Impact Investing Takes Off

SRI has taken off over the past 10 years, growing from about $3 trillion in invested assets in 2010 to more than $17 trillion in invested assets currently, according to the 2020 Report on U.S. sustainable and Impact Investing Trends. One out of every three U.S. dollars in total assets under professional management is now managed according to sustainable investing strategies, according to the 2020 report.

Also, more than half (56%) of U.S. investors believe that making a positive impact on society with their investments is either somewhat or very important, according to a 2019 study conducted by American Century Investments. This was up from just 38% three years earlier.

Impact investing is especially popular among Millennials, according to the American Century Investments study. Sixty-five percent of millennials have demonstrated increased interest in SRI, compared to 55% of Gen Xers and 49% of Baby Boomers. Also, two out of five millennials plan to invest in an SRI fund within the next five years.

Is There a Return Tradeoff?

One of the main questions many people have about SRI is whether it’s possible to invest in a socially responsible way without potentially sacrificing investment returns on your retirement savings.
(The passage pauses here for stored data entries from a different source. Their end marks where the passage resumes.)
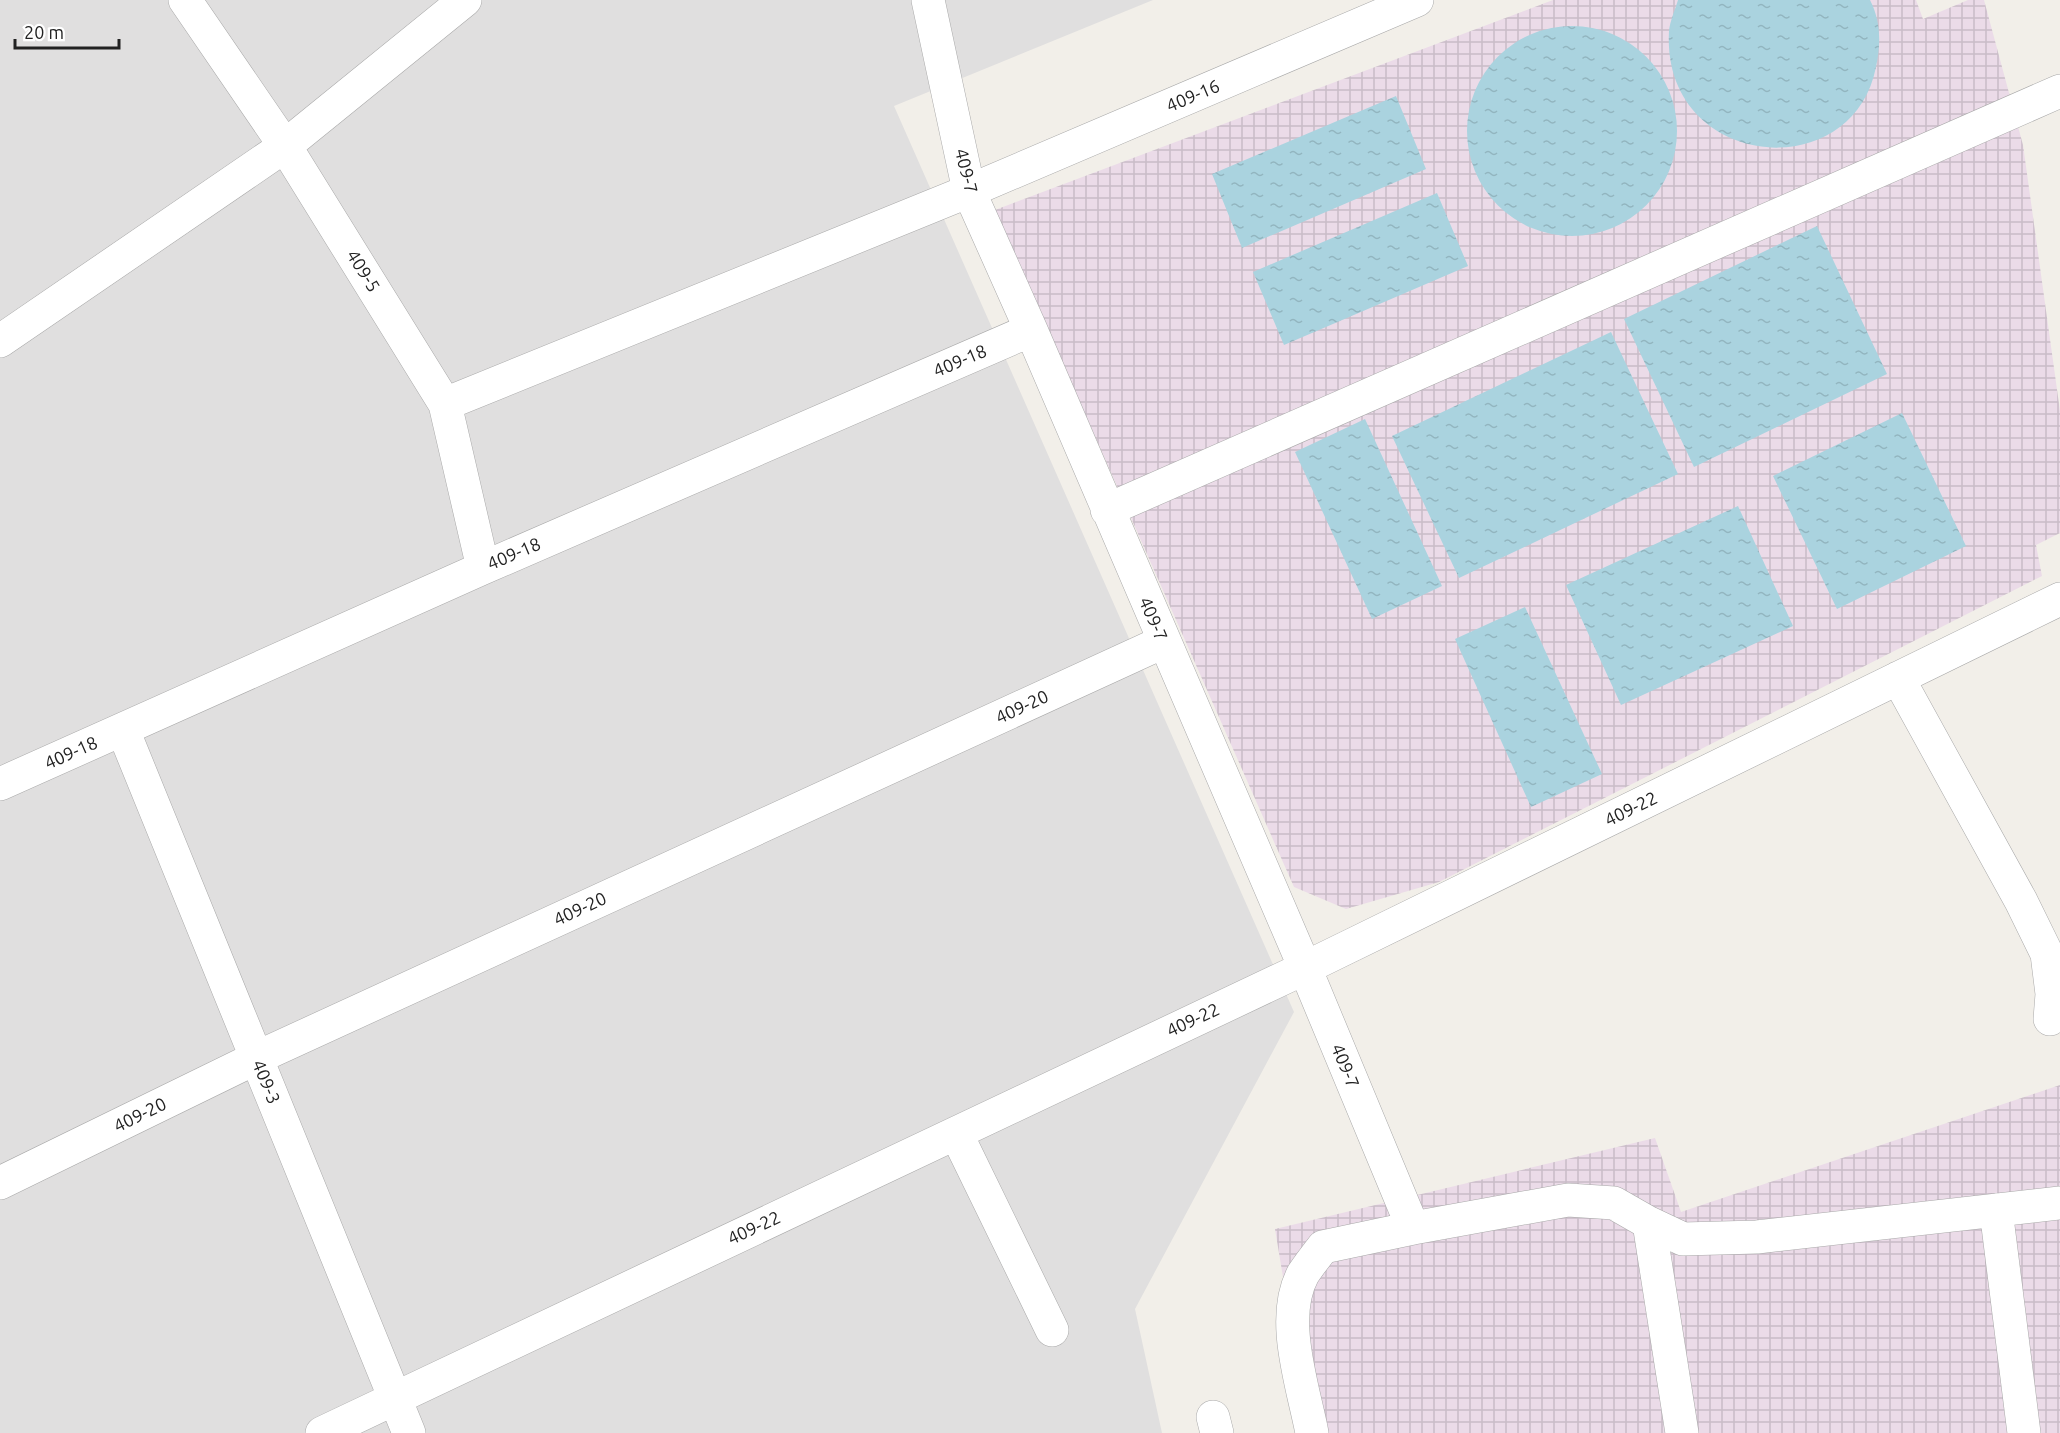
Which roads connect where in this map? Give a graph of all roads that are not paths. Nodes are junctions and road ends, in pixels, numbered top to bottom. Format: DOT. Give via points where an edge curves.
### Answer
graph roads {
  1 [pos="185,0"];
  2 [pos="465,0"];
  3 [pos="928,0"];
  4 [pos="1417,0"];
  5 [pos="2060,91"];
  6 [pos="285,146"];
  7 [pos="969,191"];
  8 [pos="1031,330"];
  9 [pos="0,341"];
  10 [pos="445,404"];
  11 [pos="1107,510"];
  12 [pos="483,568"];
  13 [pos="2060,599"];
  14 [pos="1163,642"];
  15 [pos="1898,678"];
  16 [pos="123,730"];
  17 [pos="0,784"];
  18 [pos="1305,968"];
  19 [pos="2050,1019"];
  20 [pos="256,1058"];
  21 [pos="956,1133"];
  22 [pos="0,1183"];
  23 [pos="2060,1203"];
  24 [pos="1996,1210"];
  25 [pos="1649,1223"];
  26 [pos="1413,1228"];
  27 [pos="1052,1330"];
  28 [pos="395,1398"];
  29 [pos="322,1433"];
  30 [pos="409,1433"];
  31 [pos="1312,1433"];
  32 [pos="1682,1433"];
  33 [pos="2024,1433"];
  1 -- 6 [label="street, 409-5"];
  2 -- 6 [label="street"];
  3 -- 7 [label="street, 409-7"];
  4 -- 7 [label="street, 409-16"];
  5 -- 11 [label="street"];
  6 -- 9 [label="street"];
  6 -- 10 [label="street, 409-5"];
  7 -- 8 [label="street, 409-7"];
  7 -- 10 [label="street, 409-16"];
  8 -- 11 [label="street, 409-7"];
  8 -- 12 [label="street, 409-18"];
  10 -- 12 [label="street, 409-5"];
  11 -- 14 [label="street, 409-7"];
  12 -- 16 [label="street, 409-18"];
  13 -- 15 [label="street, 409-22"];
  14 -- 18 [label="street, 409-7"];
  14 -- 20 [label="street, 409-20"];
  15 -- 18 [label="street, 409-22"];
  15 -- 19 [label="street" via="2047,954 2052,994"];
  16 -- 17 [label="street, 409-18"];
  16 -- 20 [label="street, 409-3"];
  18 -- 21 [label="street, 409-22"];
  18 -- 26 [label="street, 409-7"];
  20 -- 22 [label="street, 409-20"];
  20 -- 28 [label="street, 409-3"];
  21 -- 27 [label="street"];
  21 -- 28 [label="street, 409-22"];
  23 -- 24 [label="street"];
  24 -- 25 [label="street" via="1757,1237 1683,1239"];
  24 -- 33 [label="street"];
  25 -- 26 [label="street" via="1614,1203 1568,1200"];
  25 -- 32 [label="street"];
  26 -- 31 [label="street" via="1323,1247 1303,1274 1292,1328"];
  28 -- 29 [label="street, 409-22"];
  28 -- 30 [label="street, 409-3"];
}
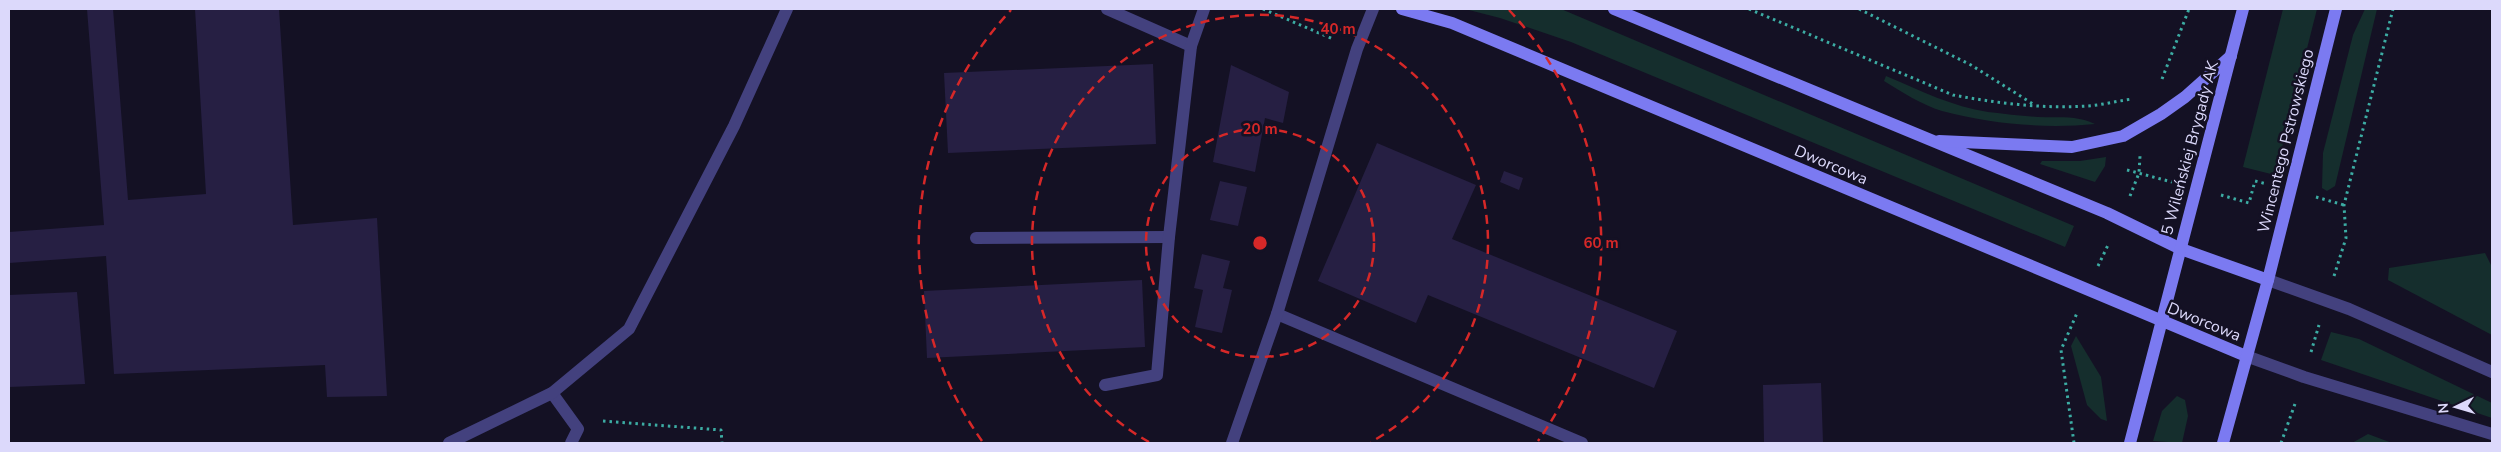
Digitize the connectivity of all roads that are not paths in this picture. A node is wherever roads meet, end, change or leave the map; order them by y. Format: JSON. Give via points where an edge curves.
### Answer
{"nodes":[{"id":1,"x":787,"y":9,"type":"edge"},
{"id":2,"x":1107,"y":9,"type":"edge"},
{"id":3,"x":1204,"y":9,"type":"edge"},
{"id":4,"x":1373,"y":9,"type":"edge"},
{"id":5,"x":1402,"y":9,"type":"edge"},
{"id":6,"x":1614,"y":9,"type":"edge"},
{"id":7,"x":2243,"y":9,"type":"edge"},
{"id":8,"x":2336,"y":9,"type":"edge"},
{"id":9,"x":1191,"y":46,"type":"junction"},
{"id":10,"x":2231,"y":56,"type":"junction"},
{"id":11,"x":1929,"y":140,"type":"junction"},
{"id":12,"x":1169,"y":237,"type":"junction"},
{"id":13,"x":976,"y":238,"type":"dead end"},
{"id":14,"x":2180,"y":249,"type":"junction"},
{"id":15,"x":2268,"y":280,"type":"junction"},
{"id":16,"x":1277,"y":314,"type":"junction"},
{"id":17,"x":2162,"y":322,"type":"junction"},
{"id":18,"x":2246,"y":356,"type":"junction"},
{"id":19,"x":2492,"y":372,"type":"edge"},
{"id":20,"x":1105,"y":384,"type":"dead end"},
{"id":21,"x":552,"y":393,"type":"junction"},
{"id":22,"x":2492,"y":434,"type":"edge"},
{"id":23,"x":449,"y":443,"type":"edge"},
{"id":24,"x":572,"y":443,"type":"edge"},
{"id":25,"x":1232,"y":443,"type":"edge"},
{"id":26,"x":1582,"y":443,"type":"edge"},
{"id":27,"x":2130,"y":443,"type":"edge"},
{"id":28,"x":2223,"y":443,"type":"edge"}],
"edges":[{"from":1,"to":21,"type":"street","via":[[734,126],[629,329]]},
{"from":2,"to":9,"type":"street"},
{"from":3,"to":9,"type":"street"},
{"from":4,"to":16,"type":"street","via":[[1357,49]]},
{"from":5,"to":17,"type":"street","name":"Dworcowa","via":[[1452,23]]},
{"from":6,"to":11,"type":"street"},
{"from":7,"to":10,"type":"street"},
{"from":8,"to":15,"type":"street","name":"Wincentego Pstrowskiego"},
{"from":9,"to":12,"type":"street"},
{"from":10,"to":11,"type":"street","via":[[2185,97],[2123,136],[2072,147]]},
{"from":10,"to":14,"type":"street","name":"5 Wileńskiej Brygady AK"},
{"from":11,"to":14,"type":"street","via":[[2108,213]]},
{"from":12,"to":13,"type":"street"},
{"from":12,"to":20,"type":"street","via":[[1156,375]]},
{"from":14,"to":15,"type":"street"},
{"from":14,"to":17,"type":"street"},
{"from":15,"to":18,"type":"street","name":"Wincentego Pstrowskiego"},
{"from":15,"to":19,"type":"street","via":[[2349,309]]},
{"from":16,"to":25,"type":"street"},
{"from":16,"to":26,"type":"street"},
{"from":17,"to":18,"type":"street","name":"Dworcowa"},
{"from":17,"to":27,"type":"street"},
{"from":18,"to":22,"type":"street"},
{"from":18,"to":28,"type":"street","name":"Wincentego Pstrowskiego"},
{"from":21,"to":23,"type":"street"},
{"from":21,"to":24,"type":"street","via":[[578,429]]}]}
According to new research, the answer appears to be yes.

For example, one study found that SRI funds in existence for at least seven years had median returns that were equal to or higher than traditional funds 64% of the time. Also, more than a dozen SRI funds boast 4-star or 5-star Morningstar ratings.

In addition, a whitepaper focused on sustainable investing stated that there is “no financial trade-off in the returns of sustainable funds compared to traditional funds, and they demonstrate lower downside risk” (based on performance of 11,000 mutual funds from 2004-2018).

Potential ESG Criteria

Sustainable investors strive to achieve “strong financial performance, but also believe that these investments should be used to contribute to advancements in ESG practices.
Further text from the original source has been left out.